Work instruction.
Pick each line containing "Generała" out of the records.

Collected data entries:
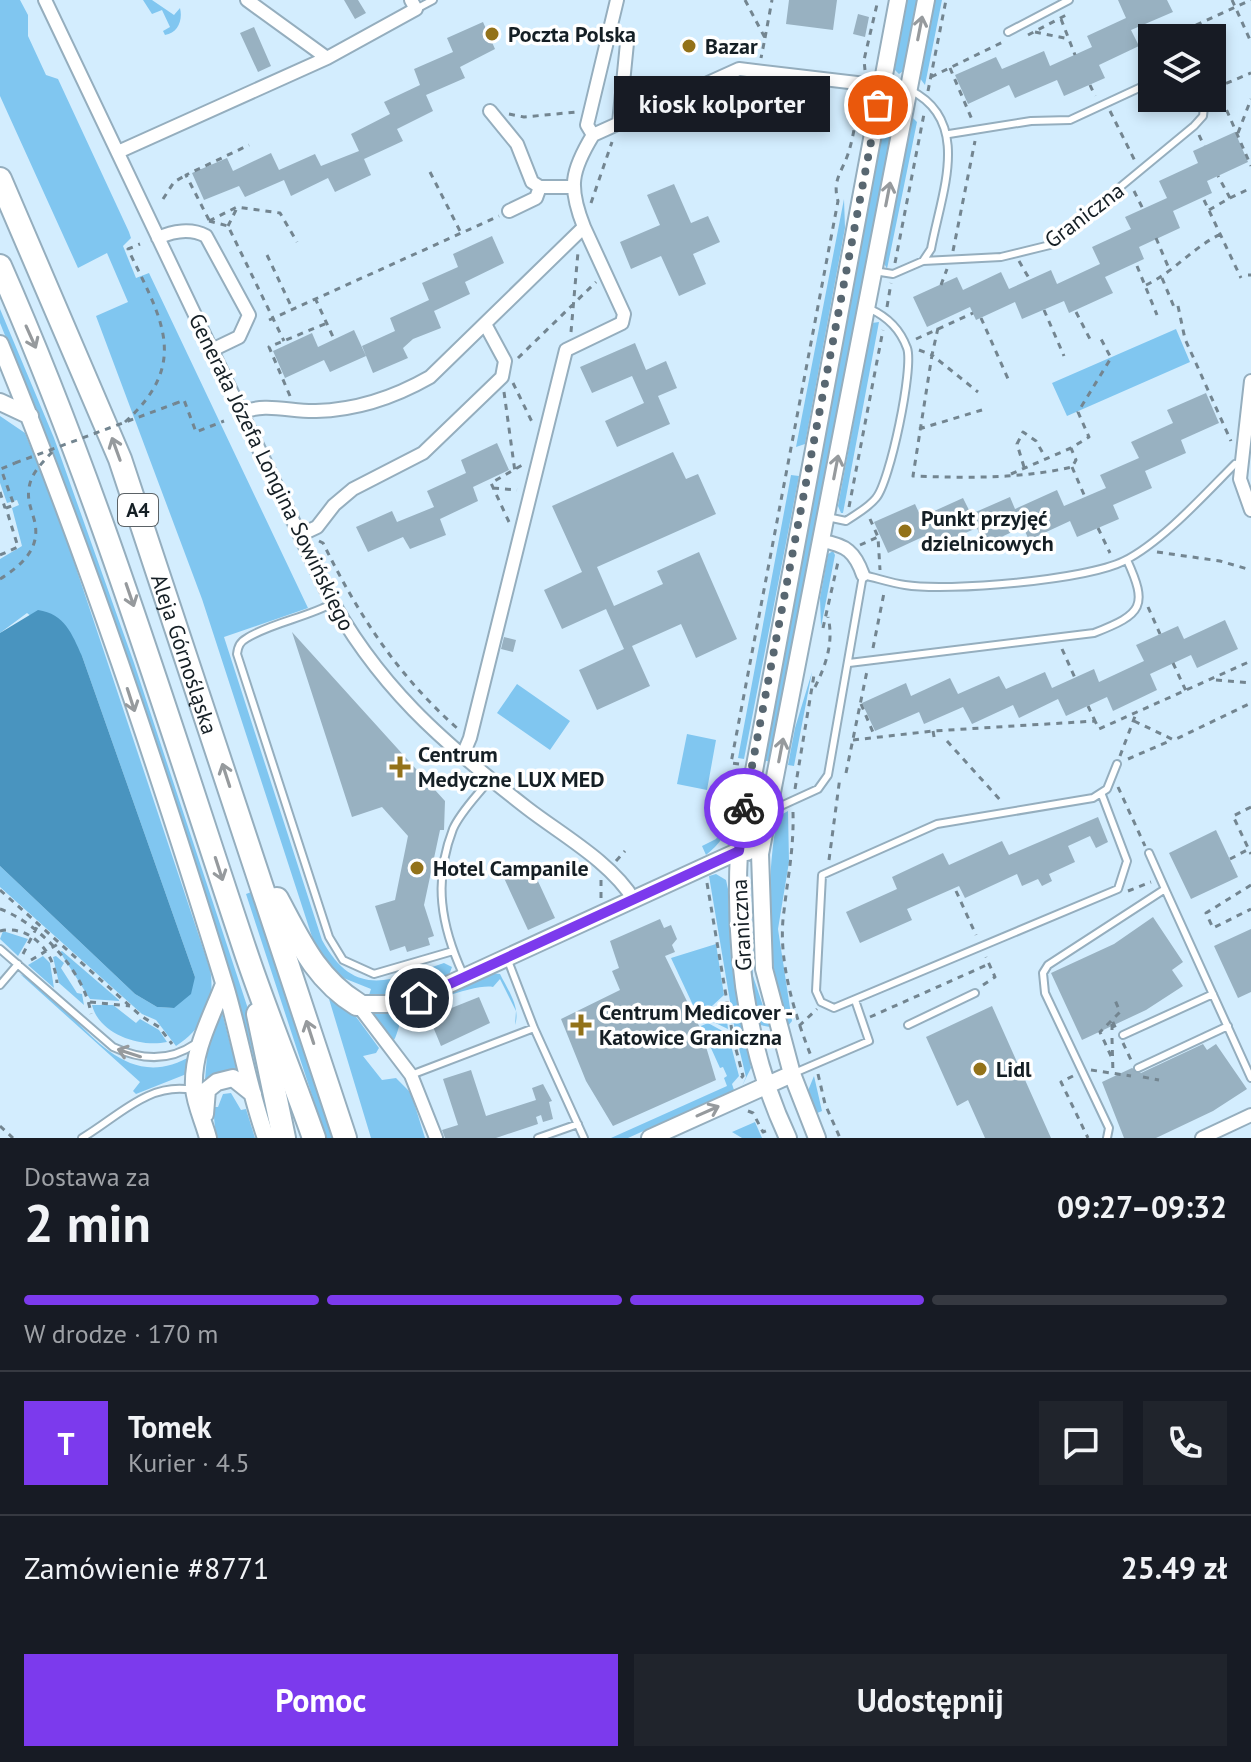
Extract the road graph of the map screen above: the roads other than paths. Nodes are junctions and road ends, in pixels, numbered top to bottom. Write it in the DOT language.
graph roads {
  1 [pos="45,0"];
  2 [pos="247,0"];
  3 [pos="433,0"];
  4 [pos="617,0"];
  5 [pos="898,0"];
  6 [pos="926,0"];
  7 [pos="1069,0"];
  8 [pos="413,4"];
  9 [pos="1008,32"];
  10 [pos="627,43"];
  11 [pos="327,58"];
  12 [pos="882,84"];
  13 [pos="908,89"];
  14 [pos="1138,89"];
  15 [pos="490,111"];
  16 [pos="1203,112"];
  17 [pos="619,123"];
  18 [pos="949,134"];
  19 [pos="593,135"];
  20 [pos="118,152"];
  21 [pos="0,179"];
  22 [pos="540,187"];
  23 [pos="572,187"];
  24 [pos="509,211"];
  25 [pos="582,226"];
  26 [pos="158,238"];
  27 [pos="923,261"];
  28 [pos="0,266"];
  29 [pos="873,271"];
  30 [pos="866,308"];
  31 [pos="485,324"];
  32 [pos="0,344"];
  33 [pos="212,350"];
  34 [pos="1251,381"];
  35 [pos="0,402"];
  36 [pos="241,413"];
  37 [pos="30,416"];
  38 [pos="1235,464"];
  39 [pos="1251,510"];
  40 [pos="827,517"];
  41 [pos="300,535"];
  42 [pos="822,541"];
  43 [pos="1127,560"];
  44 [pos="863,575"];
  45 [pos="333,603"];
  46 [pos="849,663"];
  47 [pos="462,757"];
  48 [pos="1117,764"];
  49 [pos="490,779"];
  50 [pos="1102,795"];
  51 [pos="771,810"];
  52 [pos="250,849"];
  53 [pos="739,851"];
  54 [pos="1149,853"];
  55 [pos="760,854"];
  56 [pos="1165,889"];
  57 [pos="634,900"];
  58 [pos="0,949"];
  59 [pos="453,951"];
  60 [pos="246,954"];
  61 [pos="507,958"];
  62 [pos="19,965"];
  63 [pos="465,977"];
  64 [pos="224,984"];
  65 [pos="0,985"];
  66 [pos="975,993"];
  67 [pos="1213,994"];
  68 [pos="855,1000"];
  69 [pos="357,1004"];
  70 [pos="908,1025"];
  71 [pos="1228,1026"];
  72 [pos="534,1028"];
  73 [pos="1123,1035"];
  74 [pos="201,1039"];
  75 [pos="1135,1065"];
  76 [pos="792,1074"];
  77 [pos="411,1075"];
  78 [pos="1251,1078"];
  79 [pos="768,1086"];
  80 [pos="194,1091"];
  81 [pos="253,1094"];
  82 [pos="1251,1115"];
  83 [pos="578,1124"];
  84 [pos="206,1131"];
  85 [pos="82,1138"];
  86 [pos="266,1138"];
  87 [pos="284,1138"];
  88 [pos="314,1138"];
  89 [pos="345,1138"];
  90 [pos="436,1138"];
  91 [pos="538,1138"];
  92 [pos="584,1138"];
  93 [pos="650,1138"];
  94 [pos="788,1138"];
  95 [pos="817,1138"];
  96 [pos="1107,1138"];
  97 [pos="1202,1138"];
  1 -- 20 [label="street, Generała Józefa Longina Sowińskiego"];
  2 -- 11 [label="street"];
  3 -- 8 [label="lane"];
  4 -- 19 [label="street"];
  5 -- 12 [label="street, Graniczna"];
  13 -- 6 [label="street, Graniczna, one-way"];
  7 -- 9 [label="lane"];
  8 -- 11 [label="street"];
  10 -- 17 [label="street"];
  11 -- 20 [label="street"];
  12 -- 13 [label="street"];
  12 -- 17 [label="street"];
  12 -- 53 [label="street, Graniczna"];
  13 -- 18 [label="lane"];
  29 -- 13 [label="street, Graniczna, one-way"];
  14 -- 18 [label="lane"];
  15 -- 22 [label="street"];
  16 -- 27 [label="lane, Graniczna"];
  17 -- 19 [label="street"];
  18 -- 27 [label="lane"];
  19 -- 23 [label="street"];
  20 -- 26 [label="street, Generała Józefa Longina Sowińskiego"];
  52 -- 21 [label="highway, Aleja Górnośląska / A4, one-way"];
  22 -- 23 [label="street"];
  22 -- 24 [label="street"];
  23 -- 25 [label="street"];
  25 -- 31 [label="street"];
  25 -- 47 [label="street"];
  26 -- 33 [label="street, Generała Józefa Longina Sowińskiego"];
  26 -- 33 [label="street"];
  27 -- 29 [label="lane, Graniczna"];
  28 -- 60 [label="highway, Aleja Górnośląska / A4, one-way"];
  29 -- 30 [label="street, Graniczna"];
  40 -- 30 [label="street, Graniczna, one-way"];
  30 -- 40 [label="lane"];
  31 -- 36 [label="street"];
  31 -- 41 [label="street"];
  32 -- 37 [label="street"];
  33 -- 36 [label="street, Generała Józefa Longina Sowińskiego"];
  34 -- 39 [label="street"];
  35 -- 37 [label="street"];
  36 -- 41 [label="street, Generała Józefa Longina Sowińskiego"];
  37 -- 64 [label="street, one-way"];
  38 -- 43 [label="lane"];
  40 -- 42 [label="street, Graniczna"];
  41 -- 45 [label="street, Generała Józefa Longina Sowińskiego"];
  42 -- 44 [label="street"];
  51 -- 42 [label="street, Graniczna, one-way"];
  43 -- 44 [label="lane"];
  43 -- 46 [label="lane"];
  44 -- 46 [label="lane"];
  45 -- 47 [label="street, Generała Józefa Longina Sowińskiego"];
  45 -- 59 [label="lane"];
  46 -- 51 [label="lane"];
  47 -- 49 [label="street, Generała Józefa Longina Sowińskiego"];
  48 -- 50 [label="lane"];
  49 -- 57 [label="street, Generała Józefa Longina Sowińskiego"];
  49 -- 59 [label="lane"];
  50 -- 68 [label="lane"];
  50 -- 68 [label="lane"];
  51 -- 55 [label="street, Graniczna"];
  52 -- 69 [label="highway"];
  89 -- 52 [label="highway, Aleja Górnośląska / A4, one-way"];
  53 -- 55 [label="street"];
  53 -- 57 [label="street"];
  53 -- 79 [label="street, Graniczna"];
  54 -- 56 [label="lane"];
  55 -- 76 [label="street, Graniczna"];
  56 -- 67 [label="lane"];
  56 -- 96 [label="lane"];
  57 -- 61 [label="street"];
  58 -- 62 [label="lane"];
  59 -- 63 [label="lane"];
  60 -- 87 [label="highway"];
  60 -- 88 [label="highway, Aleja Górnośląska / A4"];
  61 -- 63 [label="street"];
  61 -- 72 [label="lane"];
  62 -- 65 [label="lane"];
  74 -- 62 [label="lane, one-way"];
  63 -- 69 [label="street"];
  64 -- 74 [label="street"];
  64 -- 81 [label="street"];
  66 -- 70 [label="lane"];
  67 -- 71 [label="lane"];
  67 -- 73 [label="lane"];
  68 -- 76 [label="lane"];
  69 -- 77 [label="street"];
  71 -- 75 [label="lane"];
  71 -- 78 [label="lane"];
  72 -- 77 [label="lane"];
  72 -- 83 [label="lane"];
  74 -- 80 [label="street"];
  76 -- 79 [label="street"];
  76 -- 95 [label="street, Graniczna"];
  77 -- 90 [label="street"];
  93 -- 79 [label="street, one-way"];
  79 -- 94 [label="street, Graniczna"];
  80 -- 84 [label="street"];
  80 -- 85 [label="lane"];
  81 -- 84 [label="street"];
  81 -- 86 [label="street"];
  82 -- 97 [label="street"];
  83 -- 91 [label="lane"];
  83 -- 92 [label="lane"];
}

Result below.
  1 -- 20 [label="street, Generała Józefa Longina Sowińskiego"];
  20 -- 26 [label="street, Generała Józefa Longina Sowińskiego"];
  26 -- 33 [label="street, Generała Józefa Longina Sowińskiego"];
  33 -- 36 [label="street, Generała Józefa Longina Sowińskiego"];
  36 -- 41 [label="street, Generała Józefa Longina Sowińskiego"];
  41 -- 45 [label="street, Generała Józefa Longina Sowińskiego"];
  45 -- 47 [label="street, Generała Józefa Longina Sowińskiego"];
  47 -- 49 [label="street, Generała Józefa Longina Sowińskiego"];
  49 -- 57 [label="street, Generała Józefa Longina Sowińskiego"];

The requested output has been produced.